Plan
Comptes Rendus

Dissolution and extraction of actinide oxides in supercritical carbon dioxide containing the complex of tri-n-butylphosphate with nitric acid
Comptes Rendus. Chimie, Volume 7 (2004) no. 12, pp. 1209-1213.

Résumés

Dissolution of individual actinide oxides (Th, U, Pu, Np), or their mechanical mixtures, as well as of solid solutions U–Pu, U–Np, U–Am and U-Pu-Eu oxides in supercritical fluid carbon dioxide (SF-CO2) containing the complex of tri-n-butyl phosphate (TBP) with nitric acid (TBP–HNO3) has been investigated. The effect of the calcination temperature of solid solutions of dioxides on the separation of actinides during supercritical fluid extraction (SFE) has been studied as well. It was shown for the first time that milligram amounts of uranium dioxide could be quantitatively dissolved in (SF-CO2) containing the TBP–HNO3 complex and efficiently separated from Pu, Np, and Th during SFE of mechanical mixture of these oxides.
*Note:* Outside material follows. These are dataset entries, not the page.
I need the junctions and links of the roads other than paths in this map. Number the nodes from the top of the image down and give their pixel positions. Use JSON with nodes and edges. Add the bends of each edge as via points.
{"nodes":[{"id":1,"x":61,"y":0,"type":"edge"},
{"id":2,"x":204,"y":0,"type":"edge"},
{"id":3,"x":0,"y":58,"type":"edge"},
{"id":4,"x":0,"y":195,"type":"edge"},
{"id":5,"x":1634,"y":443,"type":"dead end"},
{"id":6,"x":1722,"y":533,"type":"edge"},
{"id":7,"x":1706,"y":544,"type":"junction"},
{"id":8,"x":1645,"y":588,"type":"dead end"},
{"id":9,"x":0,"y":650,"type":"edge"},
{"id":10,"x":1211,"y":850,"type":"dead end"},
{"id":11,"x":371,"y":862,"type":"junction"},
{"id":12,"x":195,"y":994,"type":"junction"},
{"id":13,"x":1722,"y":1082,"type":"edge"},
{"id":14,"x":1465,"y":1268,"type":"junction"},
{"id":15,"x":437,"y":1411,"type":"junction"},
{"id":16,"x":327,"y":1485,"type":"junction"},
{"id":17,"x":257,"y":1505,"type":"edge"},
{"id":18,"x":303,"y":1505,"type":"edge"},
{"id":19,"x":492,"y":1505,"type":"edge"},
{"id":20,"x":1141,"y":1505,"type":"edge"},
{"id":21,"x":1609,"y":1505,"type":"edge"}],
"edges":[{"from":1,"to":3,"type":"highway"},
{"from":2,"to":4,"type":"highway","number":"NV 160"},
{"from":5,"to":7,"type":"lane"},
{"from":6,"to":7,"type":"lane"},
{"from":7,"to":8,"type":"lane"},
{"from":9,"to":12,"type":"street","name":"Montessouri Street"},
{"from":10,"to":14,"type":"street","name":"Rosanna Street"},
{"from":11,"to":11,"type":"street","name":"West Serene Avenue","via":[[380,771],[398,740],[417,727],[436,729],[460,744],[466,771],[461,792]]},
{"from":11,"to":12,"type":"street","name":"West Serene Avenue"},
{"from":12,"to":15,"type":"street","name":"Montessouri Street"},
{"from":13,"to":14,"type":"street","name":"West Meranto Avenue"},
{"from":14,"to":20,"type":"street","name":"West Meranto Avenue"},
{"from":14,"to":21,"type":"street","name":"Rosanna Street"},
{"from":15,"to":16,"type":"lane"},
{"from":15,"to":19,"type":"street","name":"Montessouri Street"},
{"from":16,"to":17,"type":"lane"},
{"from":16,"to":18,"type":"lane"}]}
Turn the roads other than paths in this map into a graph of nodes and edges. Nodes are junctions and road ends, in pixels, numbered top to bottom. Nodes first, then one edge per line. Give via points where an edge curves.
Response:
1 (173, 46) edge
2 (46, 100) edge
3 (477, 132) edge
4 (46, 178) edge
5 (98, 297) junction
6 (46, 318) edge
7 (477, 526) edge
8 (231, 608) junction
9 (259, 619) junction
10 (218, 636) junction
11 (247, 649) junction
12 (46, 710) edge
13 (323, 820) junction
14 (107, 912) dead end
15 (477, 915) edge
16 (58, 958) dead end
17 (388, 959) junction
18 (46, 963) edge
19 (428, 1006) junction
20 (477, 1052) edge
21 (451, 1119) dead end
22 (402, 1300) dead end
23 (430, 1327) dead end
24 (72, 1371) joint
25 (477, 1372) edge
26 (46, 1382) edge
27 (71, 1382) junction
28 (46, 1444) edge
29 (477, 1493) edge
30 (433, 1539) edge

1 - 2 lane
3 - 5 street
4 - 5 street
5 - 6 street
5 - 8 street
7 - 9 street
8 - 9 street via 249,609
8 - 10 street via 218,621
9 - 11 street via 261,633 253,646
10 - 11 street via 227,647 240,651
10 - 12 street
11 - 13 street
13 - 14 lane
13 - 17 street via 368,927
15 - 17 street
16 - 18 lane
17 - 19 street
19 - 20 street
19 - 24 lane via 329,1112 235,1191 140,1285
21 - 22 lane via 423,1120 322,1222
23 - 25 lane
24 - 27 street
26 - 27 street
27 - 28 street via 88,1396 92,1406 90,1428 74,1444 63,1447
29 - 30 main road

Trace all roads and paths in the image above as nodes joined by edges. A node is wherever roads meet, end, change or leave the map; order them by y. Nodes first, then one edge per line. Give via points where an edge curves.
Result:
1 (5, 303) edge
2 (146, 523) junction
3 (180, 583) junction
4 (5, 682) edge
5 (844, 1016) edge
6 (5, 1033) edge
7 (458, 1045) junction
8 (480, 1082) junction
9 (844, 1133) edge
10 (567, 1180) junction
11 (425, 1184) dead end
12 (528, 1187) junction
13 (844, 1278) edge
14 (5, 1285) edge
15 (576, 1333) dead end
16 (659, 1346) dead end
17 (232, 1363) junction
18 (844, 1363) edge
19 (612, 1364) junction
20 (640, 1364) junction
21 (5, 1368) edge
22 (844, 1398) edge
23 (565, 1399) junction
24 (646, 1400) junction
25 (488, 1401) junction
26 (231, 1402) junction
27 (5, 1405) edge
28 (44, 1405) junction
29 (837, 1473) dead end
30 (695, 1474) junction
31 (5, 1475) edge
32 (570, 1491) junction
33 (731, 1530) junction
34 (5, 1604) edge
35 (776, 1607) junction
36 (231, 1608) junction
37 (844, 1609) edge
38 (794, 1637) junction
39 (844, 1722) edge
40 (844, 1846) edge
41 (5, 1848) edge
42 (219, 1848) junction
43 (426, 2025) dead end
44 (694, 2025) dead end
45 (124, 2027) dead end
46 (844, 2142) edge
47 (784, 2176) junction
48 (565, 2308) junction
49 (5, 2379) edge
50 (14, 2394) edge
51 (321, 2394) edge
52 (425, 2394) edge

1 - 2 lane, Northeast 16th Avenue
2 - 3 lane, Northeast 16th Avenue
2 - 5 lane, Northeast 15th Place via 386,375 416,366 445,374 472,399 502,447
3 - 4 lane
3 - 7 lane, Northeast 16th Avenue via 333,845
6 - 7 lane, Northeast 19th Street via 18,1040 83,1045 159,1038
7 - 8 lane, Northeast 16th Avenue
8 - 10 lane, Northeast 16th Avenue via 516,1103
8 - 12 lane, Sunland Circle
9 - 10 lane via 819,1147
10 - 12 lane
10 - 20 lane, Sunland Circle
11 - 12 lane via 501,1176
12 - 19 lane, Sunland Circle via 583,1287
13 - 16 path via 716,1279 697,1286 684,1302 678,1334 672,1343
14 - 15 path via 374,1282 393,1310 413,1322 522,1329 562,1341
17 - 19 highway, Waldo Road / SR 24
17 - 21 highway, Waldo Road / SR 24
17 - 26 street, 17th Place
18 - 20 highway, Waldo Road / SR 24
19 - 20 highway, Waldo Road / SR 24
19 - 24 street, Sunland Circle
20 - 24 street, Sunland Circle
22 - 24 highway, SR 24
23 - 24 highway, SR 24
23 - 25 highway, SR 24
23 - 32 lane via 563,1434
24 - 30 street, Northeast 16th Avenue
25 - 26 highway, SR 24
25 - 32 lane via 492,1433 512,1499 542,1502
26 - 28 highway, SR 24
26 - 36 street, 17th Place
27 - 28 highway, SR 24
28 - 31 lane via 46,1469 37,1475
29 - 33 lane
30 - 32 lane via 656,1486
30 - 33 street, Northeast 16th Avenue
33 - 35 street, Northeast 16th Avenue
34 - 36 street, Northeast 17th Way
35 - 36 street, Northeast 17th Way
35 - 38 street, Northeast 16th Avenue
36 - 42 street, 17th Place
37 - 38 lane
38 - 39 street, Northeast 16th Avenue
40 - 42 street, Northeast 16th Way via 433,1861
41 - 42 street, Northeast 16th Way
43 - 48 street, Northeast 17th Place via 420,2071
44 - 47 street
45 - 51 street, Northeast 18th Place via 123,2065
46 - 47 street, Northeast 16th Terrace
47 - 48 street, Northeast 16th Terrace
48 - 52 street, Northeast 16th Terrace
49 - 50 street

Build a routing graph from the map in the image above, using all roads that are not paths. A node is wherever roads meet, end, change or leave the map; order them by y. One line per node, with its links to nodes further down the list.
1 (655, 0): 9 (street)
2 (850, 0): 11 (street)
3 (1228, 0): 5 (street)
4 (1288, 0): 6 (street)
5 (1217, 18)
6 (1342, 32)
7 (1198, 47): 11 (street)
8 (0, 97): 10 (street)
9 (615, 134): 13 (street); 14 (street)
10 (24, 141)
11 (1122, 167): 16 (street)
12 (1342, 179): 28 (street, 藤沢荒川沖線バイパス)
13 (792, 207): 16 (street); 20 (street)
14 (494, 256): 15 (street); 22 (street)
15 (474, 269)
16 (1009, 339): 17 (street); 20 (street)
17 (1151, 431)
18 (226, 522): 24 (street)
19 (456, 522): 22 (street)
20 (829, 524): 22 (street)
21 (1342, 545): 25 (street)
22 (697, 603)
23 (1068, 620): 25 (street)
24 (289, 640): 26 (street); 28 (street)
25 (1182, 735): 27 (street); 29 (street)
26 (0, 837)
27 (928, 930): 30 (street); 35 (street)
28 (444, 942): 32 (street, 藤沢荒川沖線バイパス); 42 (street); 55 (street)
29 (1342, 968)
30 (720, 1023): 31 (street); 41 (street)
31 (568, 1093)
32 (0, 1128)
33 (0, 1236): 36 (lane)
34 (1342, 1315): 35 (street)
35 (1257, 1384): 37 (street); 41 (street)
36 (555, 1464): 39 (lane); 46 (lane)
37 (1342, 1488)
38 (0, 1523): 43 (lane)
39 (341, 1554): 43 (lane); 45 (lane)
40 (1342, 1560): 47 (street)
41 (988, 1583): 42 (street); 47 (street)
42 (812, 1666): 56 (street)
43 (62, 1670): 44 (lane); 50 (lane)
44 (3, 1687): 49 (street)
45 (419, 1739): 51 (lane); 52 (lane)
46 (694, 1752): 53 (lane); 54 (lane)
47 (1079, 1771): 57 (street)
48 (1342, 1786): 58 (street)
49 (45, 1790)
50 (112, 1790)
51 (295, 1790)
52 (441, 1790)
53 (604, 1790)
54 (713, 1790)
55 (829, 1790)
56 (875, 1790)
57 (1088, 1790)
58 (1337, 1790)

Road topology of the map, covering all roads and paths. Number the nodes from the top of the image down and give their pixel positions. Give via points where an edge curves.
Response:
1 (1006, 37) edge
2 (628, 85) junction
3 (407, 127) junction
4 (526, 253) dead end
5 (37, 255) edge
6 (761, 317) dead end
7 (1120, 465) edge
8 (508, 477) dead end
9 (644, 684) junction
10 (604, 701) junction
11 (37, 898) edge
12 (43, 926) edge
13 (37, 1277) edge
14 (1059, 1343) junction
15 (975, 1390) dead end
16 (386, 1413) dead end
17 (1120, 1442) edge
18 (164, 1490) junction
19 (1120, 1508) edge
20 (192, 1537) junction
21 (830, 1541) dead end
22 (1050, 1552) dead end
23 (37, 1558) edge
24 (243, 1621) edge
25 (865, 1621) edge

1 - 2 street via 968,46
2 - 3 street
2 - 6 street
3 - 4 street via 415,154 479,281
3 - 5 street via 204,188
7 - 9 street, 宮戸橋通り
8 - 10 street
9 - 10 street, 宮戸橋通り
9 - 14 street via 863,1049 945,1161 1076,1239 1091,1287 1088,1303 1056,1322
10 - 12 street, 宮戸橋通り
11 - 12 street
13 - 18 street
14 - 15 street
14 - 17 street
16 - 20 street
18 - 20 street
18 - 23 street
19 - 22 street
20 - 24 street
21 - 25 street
On the contrary, both U and Pu are quantitatively dissolved in SF-CO2–TBP–HNO3 during SFE from solid solutions of U–Pu dioxide. An increase of the calcination temperature of the mixed U(IV)–Pu(IV) dioxide from 850 to 1200 °C has no influence on the relative extraction yield of these actinides during SFE.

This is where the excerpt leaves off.